I haven't read that thread, but I can guess what it's about. And I think
another view is that some of these things are DEBATABLY copyrightable:
common opinion says no, certain deep-pocketed interests insist on yes, each
side is certain the law is on its side, legal technicalities and such are
thrown about, and we'll only really know when we hear from Congress or a
court. One of the things I like about the OGL is that, as a contract, it
agrees to a way to manage these issues without waiting for Congress or a
court to clear up the muddy waters, and without nearly as much money being
spent on lawyers.
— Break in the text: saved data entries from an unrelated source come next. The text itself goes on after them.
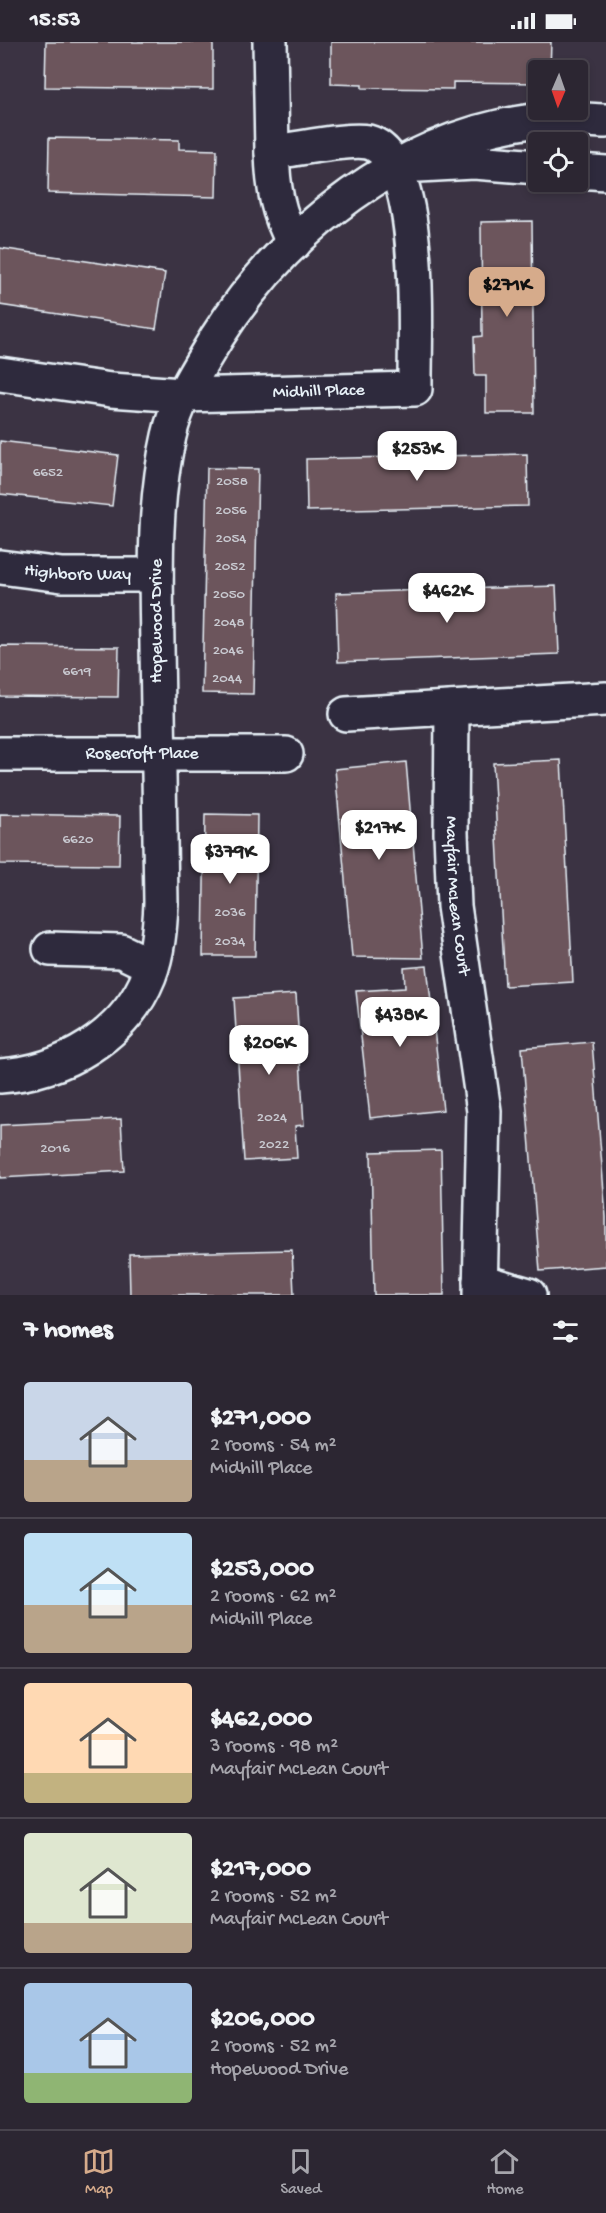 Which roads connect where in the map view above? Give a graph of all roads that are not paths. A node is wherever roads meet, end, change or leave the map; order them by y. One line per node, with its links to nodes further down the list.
1 (270, 42): 3 (street)
2 (606, 121): 5 (street, Hopewood Drive)
3 (272, 152): 5 (street); 8 (street)
4 (528, 166): 5 (street, Hopewood Drive)
5 (396, 168): 8 (street, Hopewood Drive); 10 (street, Midhill Place)
6 (588, 172): 7 (street)
7 (606, 173)
8 (294, 243): 10 (street, Hopewood Drive)
9 (0, 374): 10 (street, Midhill Place)
10 (183, 395): 12 (street, Hopewood Drive)
11 (0, 567): 12 (street, Highboro Way)
12 (156, 575): 18 (street, Hopewood Drive)
13 (606, 699): 14 (street)
14 (452, 708): 15 (street); 22 (street, Mayfair McLean Court)
15 (346, 714)
16 (286, 753): 18 (street, Rosecroft Place)
17 (0, 754): 18 (street, Rosecroft Place)
18 (158, 755): 20 (street, Hopewood Drive)
19 (50, 950): 20 (street)
20 (152, 966): 21 (street, Hopewood Drive)
21 (0, 1077)
22 (480, 1288): 23 (street)
23 (529, 1295)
I'm all for less money being spent on lawyers (Clark
excepted).


> But I think it's interesting that there are significant differences in the

> "restrictions" that you agree to with regard to PI and Trademarks in the
OGL 
> itself.  The fact that there are significant differences tells me that
these 
> could be read as 7a and 7b, and that my argument applied to PI need not 
> apply to Trademarks, because the set of restrictions is materially
different.

I agree that there are significant differences in the use of and
restrictions on PI and Trademarks. They are clearly separate concepts, else
why invent the PI concept at all?

I'm just not sure that those differences change the meaning of "any" from
one sentence to the very next sentence. I want "any" to mean different
things in those two sentences. I think the intent of the license is for it
to mean different things. And I would hope that a court would see it that
way. (Well, no, I would hope that this never has to reach a court; but if it
must, I hope the court will rule consistent with the intent of the license
as I understand it.) But I'm not clear that the meaning of "any" changes
based on what it's applied to, or based on the restrictions you agree to
regarding what it's applied to. The difference, to me, is in the intent of
the license, not in the clear wording of the license itself. That makes for
a possible mess. It's hard enough for courts to make sensible decisions on
the literal meanings of words sometimes. It's much more messy when they have
to decide the intent behind those words.


> I hope I'm explaining my point all right, but my wife is here so I have to

> leave work (where I'm posting from).

Go! Wives are more important than gaming!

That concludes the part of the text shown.